Data extracted from a collection:
BEGIN

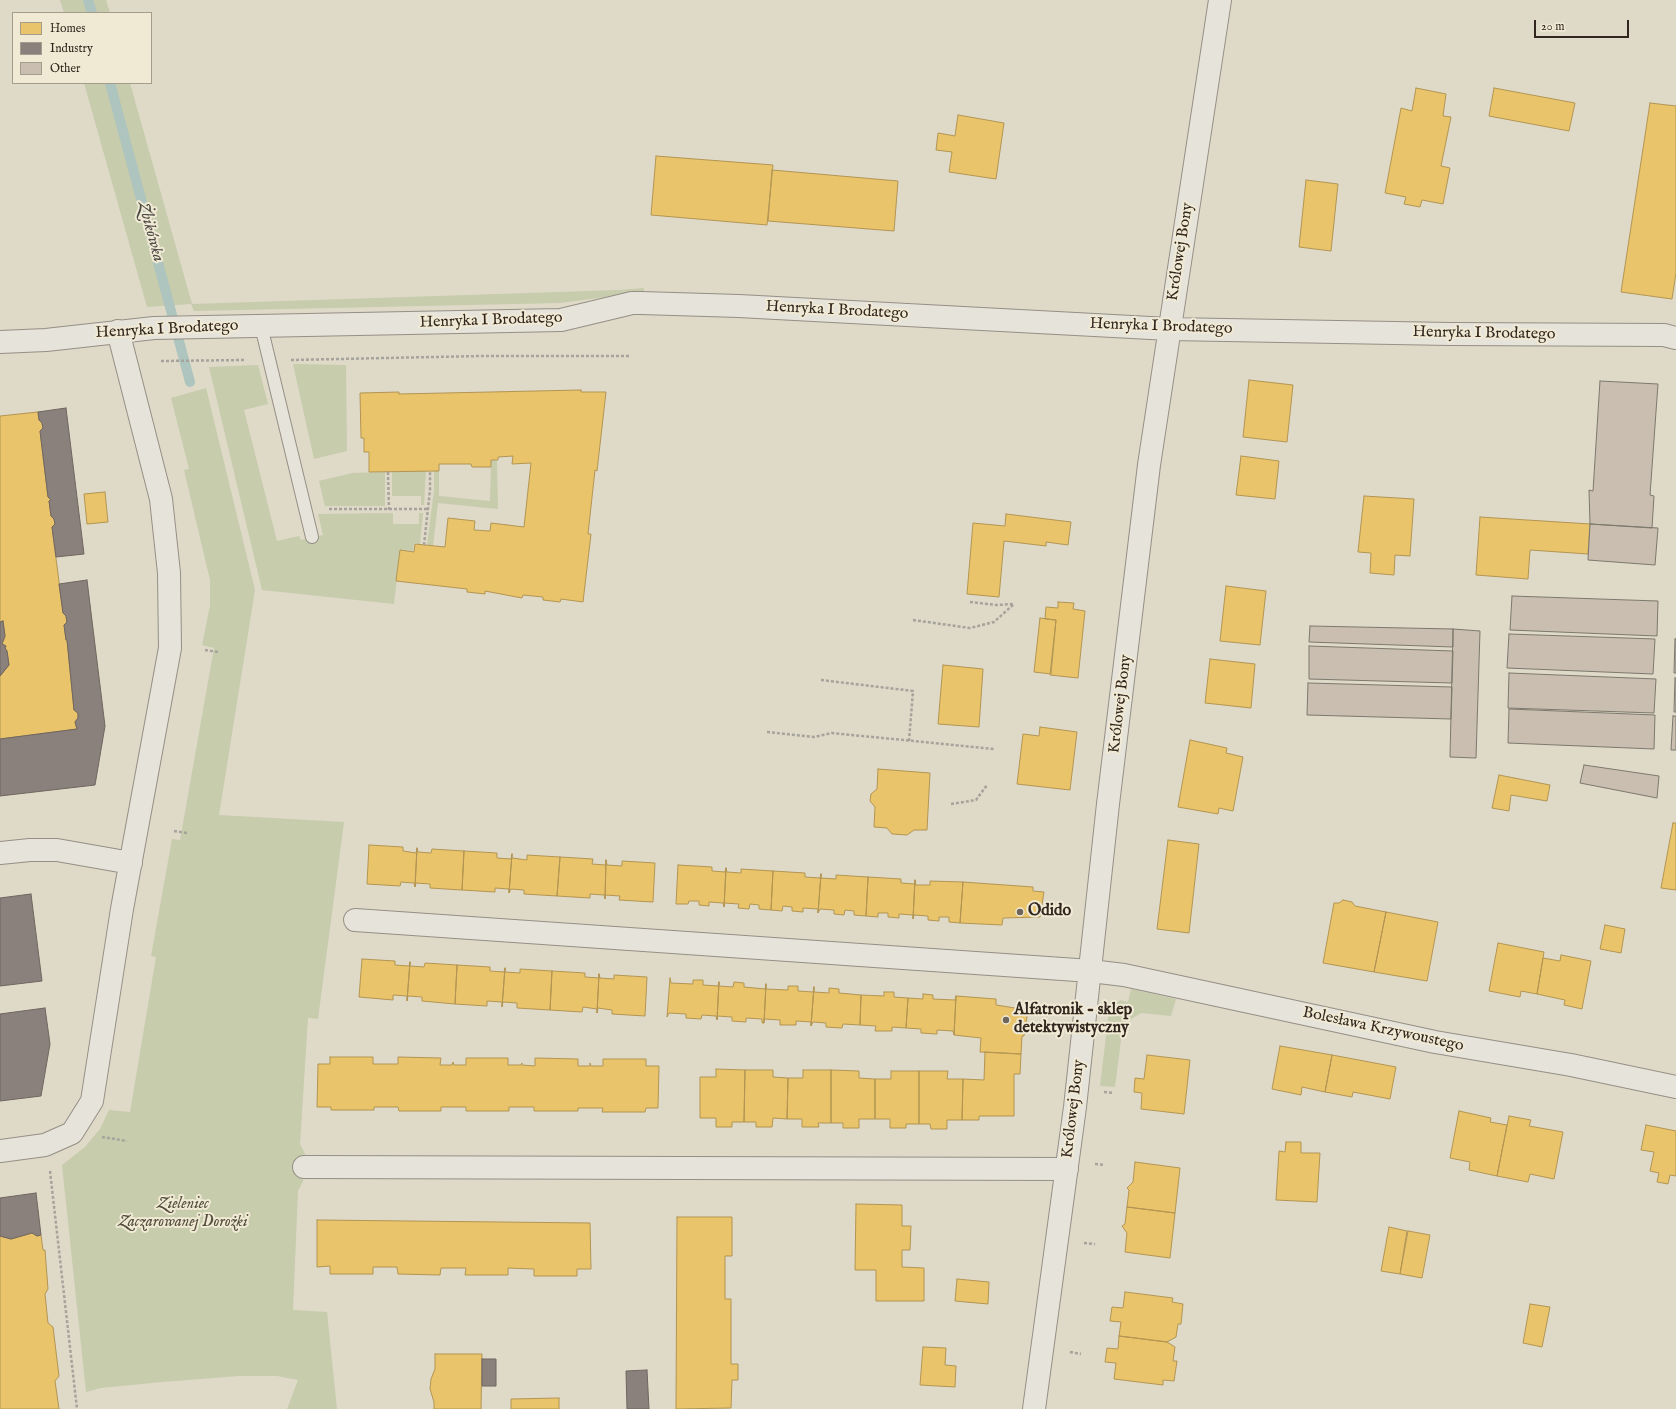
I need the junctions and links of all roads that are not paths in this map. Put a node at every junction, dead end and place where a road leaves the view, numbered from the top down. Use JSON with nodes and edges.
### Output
{"nodes":[{"id":1,"x":1220,"y":0,"type":"edge"},
{"id":2,"x":261,"y":326,"type":"junction"},
{"id":3,"x":1169,"y":329,"type":"junction"},
{"id":4,"x":118,"y":331,"type":"junction"},
{"id":5,"x":1676,"y":338,"type":"edge"},
{"id":6,"x":0,"y":342,"type":"edge"},
{"id":7,"x":312,"y":537,"type":"dead end"},
{"id":8,"x":0,"y":853,"type":"edge"},
{"id":9,"x":131,"y":863,"type":"junction"},
{"id":10,"x":355,"y":920,"type":"dead end"},
{"id":11,"x":1091,"y":971,"type":"junction"},
{"id":12,"x":1676,"y":1087,"type":"edge"},
{"id":13,"x":0,"y":1151,"type":"edge"},
{"id":14,"x":304,"y":1167,"type":"dead end"},
{"id":15,"x":1067,"y":1169,"type":"junction"},
{"id":16,"x":1034,"y":1409,"type":"edge"}],
"edges":[{"from":1,"to":3,"type":"street","name":"Królowej Bony"},
{"from":2,"to":3,"type":"street","name":"Henryka I Brodatego"},
{"from":2,"to":4,"type":"street","name":"Henryka I Brodatego"},
{"from":2,"to":7,"type":"lane"},
{"from":3,"to":5,"type":"street","name":"Henryka I Brodatego"},
{"from":3,"to":11,"type":"street","name":"Królowej Bony"},
{"from":4,"to":6,"type":"street","name":"Henryka I Brodatego"},
{"from":4,"to":9,"type":"street"},
{"from":8,"to":9,"type":"street"},
{"from":9,"to":13,"type":"street"},
{"from":10,"to":11,"type":"street","name":"Bolesława Krzywoustego"},
{"from":11,"to":12,"type":"street","name":"Bolesława Krzywoustego"},
{"from":11,"to":15,"type":"street","name":"Królowej Bony"},
{"from":14,"to":15,"type":"street"},
{"from":15,"to":16,"type":"street","name":"Królowej Bony"}]}
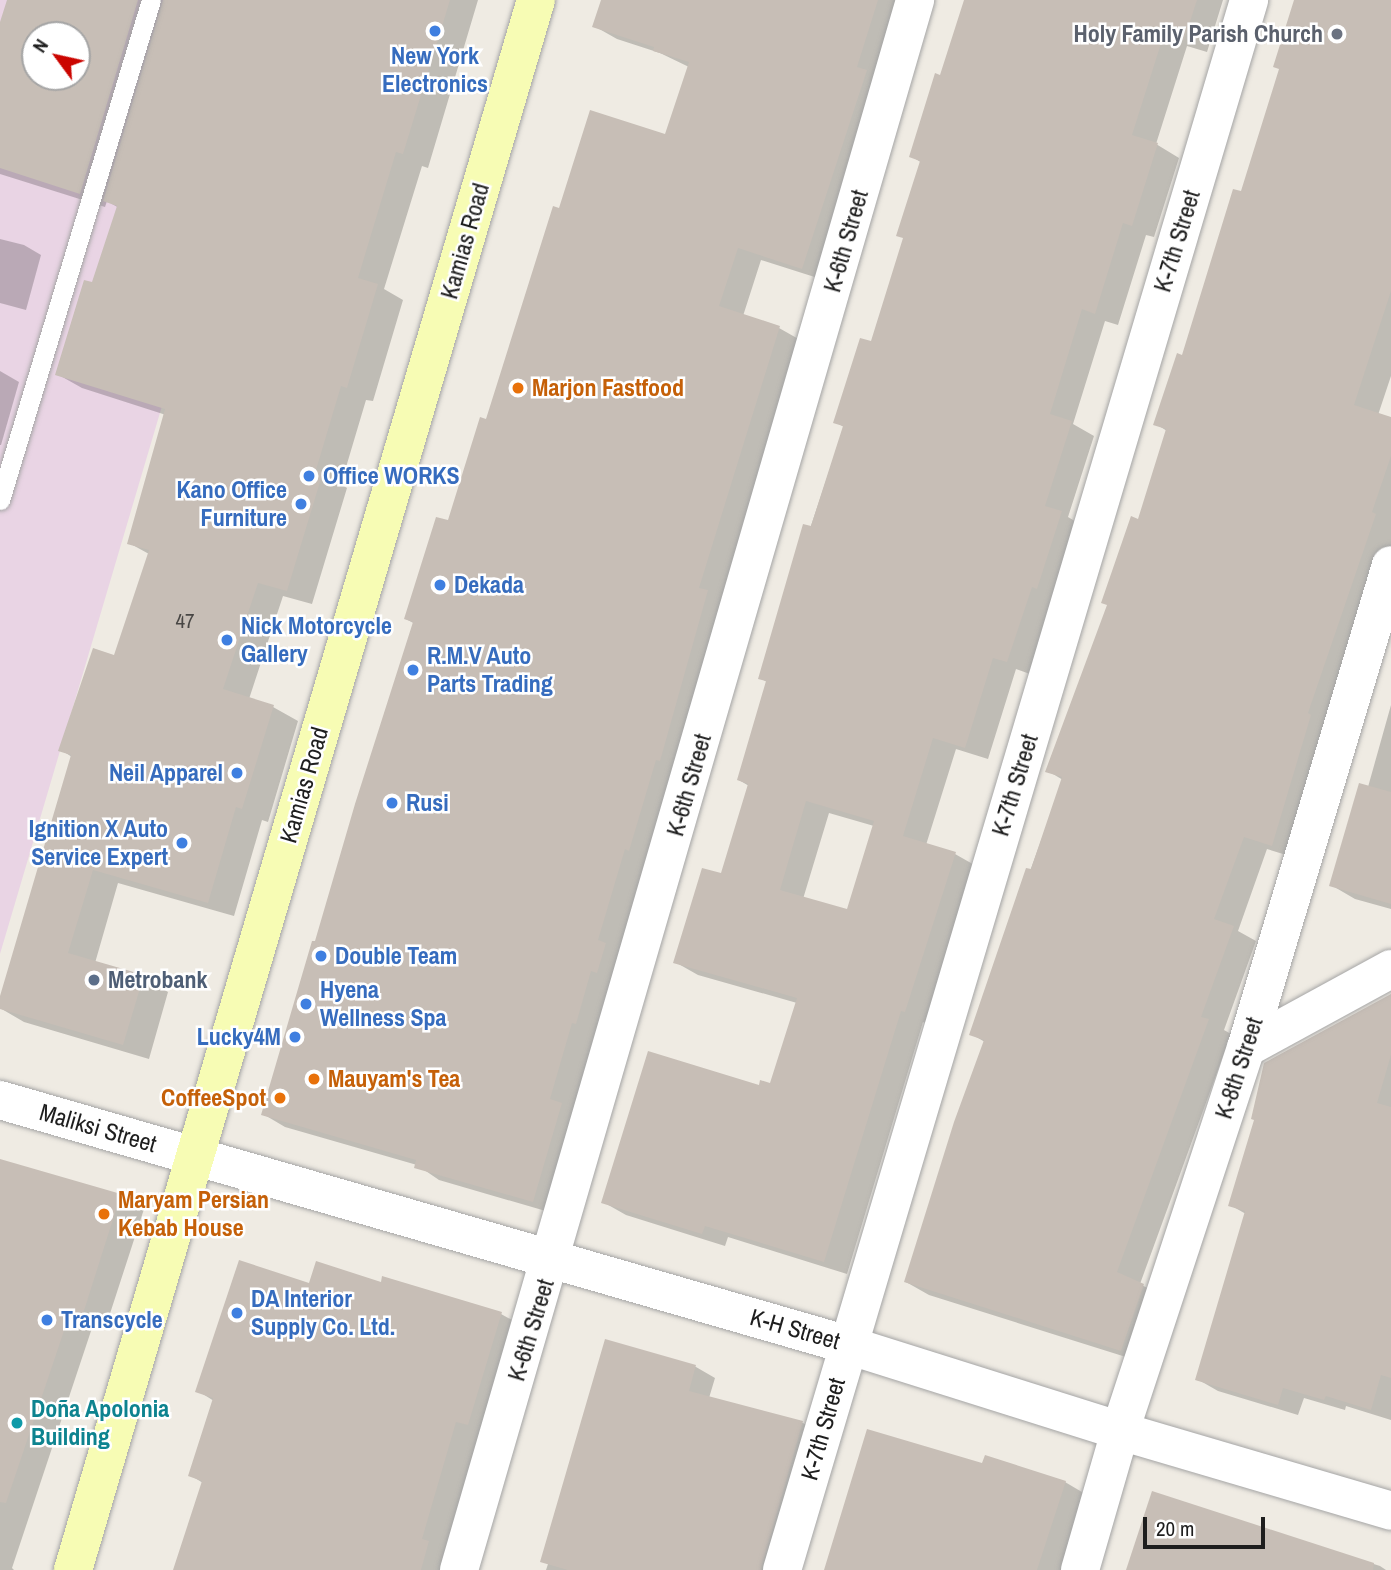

END

- _Your goal_:
Could you repeat every record exactly as written, with the pictures left out?

- _Output of the task_:
I need the junctions and links of all roads that are not paths in this map. Put a node at every junction, dead end and place where a road leaves the view, numbered from the top down. Use JSON with nodes and edges.
### Output
{"nodes":[{"id":1,"x":1220,"y":0,"type":"edge"},
{"id":2,"x":261,"y":326,"type":"junction"},
{"id":3,"x":1169,"y":329,"type":"junction"},
{"id":4,"x":118,"y":331,"type":"junction"},
{"id":5,"x":1676,"y":338,"type":"edge"},
{"id":6,"x":0,"y":342,"type":"edge"},
{"id":7,"x":312,"y":537,"type":"dead end"},
{"id":8,"x":0,"y":853,"type":"edge"},
{"id":9,"x":131,"y":863,"type":"junction"},
{"id":10,"x":355,"y":920,"type":"dead end"},
{"id":11,"x":1091,"y":971,"type":"junction"},
{"id":12,"x":1676,"y":1087,"type":"edge"},
{"id":13,"x":0,"y":1151,"type":"edge"},
{"id":14,"x":304,"y":1167,"type":"dead end"},
{"id":15,"x":1067,"y":1169,"type":"junction"},
{"id":16,"x":1034,"y":1409,"type":"edge"}],
"edges":[{"from":1,"to":3,"type":"street","name":"Królowej Bony"},
{"from":2,"to":3,"type":"street","name":"Henryka I Brodatego"},
{"from":2,"to":4,"type":"street","name":"Henryka I Brodatego"},
{"from":2,"to":7,"type":"lane"},
{"from":3,"to":5,"type":"street","name":"Henryka I Brodatego"},
{"from":3,"to":11,"type":"street","name":"Królowej Bony"},
{"from":4,"to":6,"type":"street","name":"Henryka I Brodatego"},
{"from":4,"to":9,"type":"street"},
{"from":8,"to":9,"type":"street"},
{"from":9,"to":13,"type":"street"},
{"from":10,"to":11,"type":"street","name":"Bolesława Krzywoustego"},
{"from":11,"to":12,"type":"street","name":"Bolesława Krzywoustego"},
{"from":11,"to":15,"type":"street","name":"Królowej Bony"},
{"from":14,"to":15,"type":"street"},
{"from":15,"to":16,"type":"street","name":"Królowej Bony"}]}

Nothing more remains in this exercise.